§ **Data in this exercise**
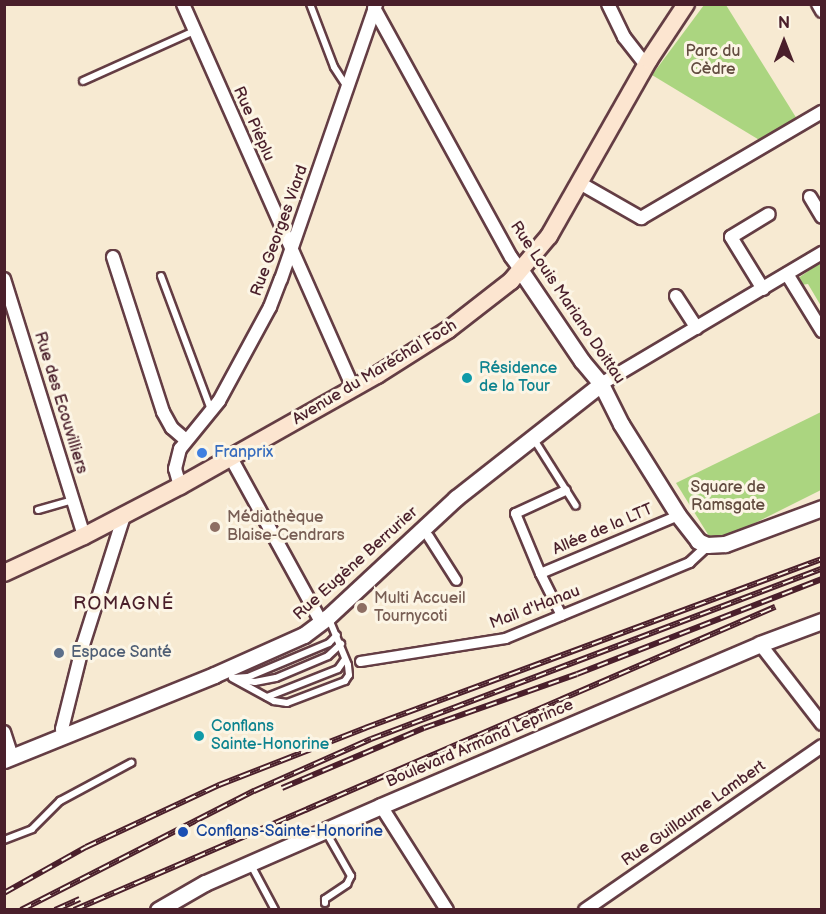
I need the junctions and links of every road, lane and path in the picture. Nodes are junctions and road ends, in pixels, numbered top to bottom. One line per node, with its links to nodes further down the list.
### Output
1 (183, 4): 8 (street, Rue Piéplu)
2 (310, 4): 11 (lane)
3 (608, 4): 9 (street)
4 (686, 4): 9 (main road, Avenue du Maréchal Foch)
5 (818, 4): 7 (street)
6 (374, 6): 11 (street, Rue Georges Viard); 20 (street, Rue Louis Mariano Doittau)
7 (822, 11)
8 (194, 31): 10 (lane); 17 (street, Rue Piéplu)
9 (646, 65): 13 (main road, Avenue du Maréchal Foch)
10 (83, 81)
11 (348, 88): 17 (street, Rue Georges Viard)
12 (822, 112): 13 (street)
13 (578, 182): 20 (main road, Avenue du Maréchal Foch)
14 (810, 197): 16 (street)
15 (768, 214): 24 (street)
16 (822, 217)
17 (292, 253): 29 (street, Rue Piéplu); 30 (street, Rue Georges Viard)
18 (822, 253): 21 (street)
19 (113, 257): 32 (street)
20 (521, 271): 28 (street, Rue Louis Mariano Doittau); 29 (main road, Avenue du Maréchal Foch)
21 (787, 274): 24 (street); 27 (street)
22 (161, 276): 30 (lane)
23 (4, 279): 36 (street, Rue des Ecouvilliers)
24 (762, 289): 26 (street)
25 (676, 296): 26 (street)
26 (697, 328): 28 (street)
27 (822, 331)
28 (601, 384): 31 (street, Rue Eugène Berrurier); 40 (street, Rue Louis Mariano Doittau)
29 (353, 388): 33 (main road, Avenue du Maréchal Foch)
30 (211, 411): 32 (street, Rue Georges Viard)
31 (533, 437): 35 (lane); 49 (street, Rue Eugène Berrurier)
32 (186, 440): 34 (street, Rue Georges Viard)
33 (231, 458): 34 (main road, Avenue du Maréchal Foch); 49 (street)
34 (180, 486): 41 (main road, Avenue du Maréchal Foch)
35 (566, 490): 37 (lane); 46 (street)
36 (73, 499): 39 (lane); 42 (street, Rue des Ecouvilliers)
37 (576, 506)
38 (822, 508): 44 (street)
39 (38, 510)
40 (678, 515): 44 (street, Rue Louis Mariano Doittau); 46 (street, Allée de la LTT)
41 (124, 516): 42 (main road, Avenue du Maréchal Foch); 61 (street)
42 (84, 536): 45 (main road, Avenue du Maréchal Foch)
43 (428, 536): 47 (street)
44 (707, 545): 48 (street, Mail d'Hanau)
45 (4, 573)
46 (540, 573): 48 (street)
47 (456, 580)
48 (561, 615): 55 (street, Mail d'Hanau)
49 (324, 619): 51 (lane); 56 (street, Rue Eugène Berrurier)
50 (822, 621): 53 (street, Boulevard Armand Leprince)
51 (337, 635): 52 (lane); 57 (lane)
52 (341, 644): 54 (lane); 57 (lane)
53 (760, 644): 59 (street); 65 (street, Boulevard Armand Leprince)
54 (346, 658): 58 (lane); 58 (lane)
55 (360, 660)
56 (214, 675): 57 (lane); 61 (street, Rue Eugène Berrurier)
57 (232, 678): 58 (lane)
58 (267, 697)
59 (822, 724)
60 (4, 732): 63 (street)
61 (64, 736): 63 (street, Rue Eugène Berrurier)
62 (822, 746): 73 (street, Rue Guillaume Lambert)
63 (8, 758)
64 (131, 763): 67 (lane)
65 (381, 806): 66 (street, Boulevard Armand Leprince); 72 (street)
66 (326, 832): 68 (street, Boulevard Armand Leprince); 69 (lane)
67 (4, 840)
68 (250, 864): 70 (street, Boulevard Armand Leprince); 71 (lane)
69 (325, 903)
70 (158, 909)
71 (275, 909)
72 (447, 909)
73 (585, 909)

§ **Exercise prompt**
Track down every line of the material containing the string "Berrurier", and copy it.

§ **Solution to this problem**
28 (601, 384): 31 (street, Rue Eugène Berrurier); 40 (street, Rue Louis Mariano Doittau)
31 (533, 437): 35 (lane); 49 (street, Rue Eugène Berrurier)
49 (324, 619): 51 (lane); 56 (street, Rue Eugène Berrurier)
56 (214, 675): 57 (lane); 61 (street, Rue Eugène Berrurier)
61 (64, 736): 63 (street, Rue Eugène Berrurier)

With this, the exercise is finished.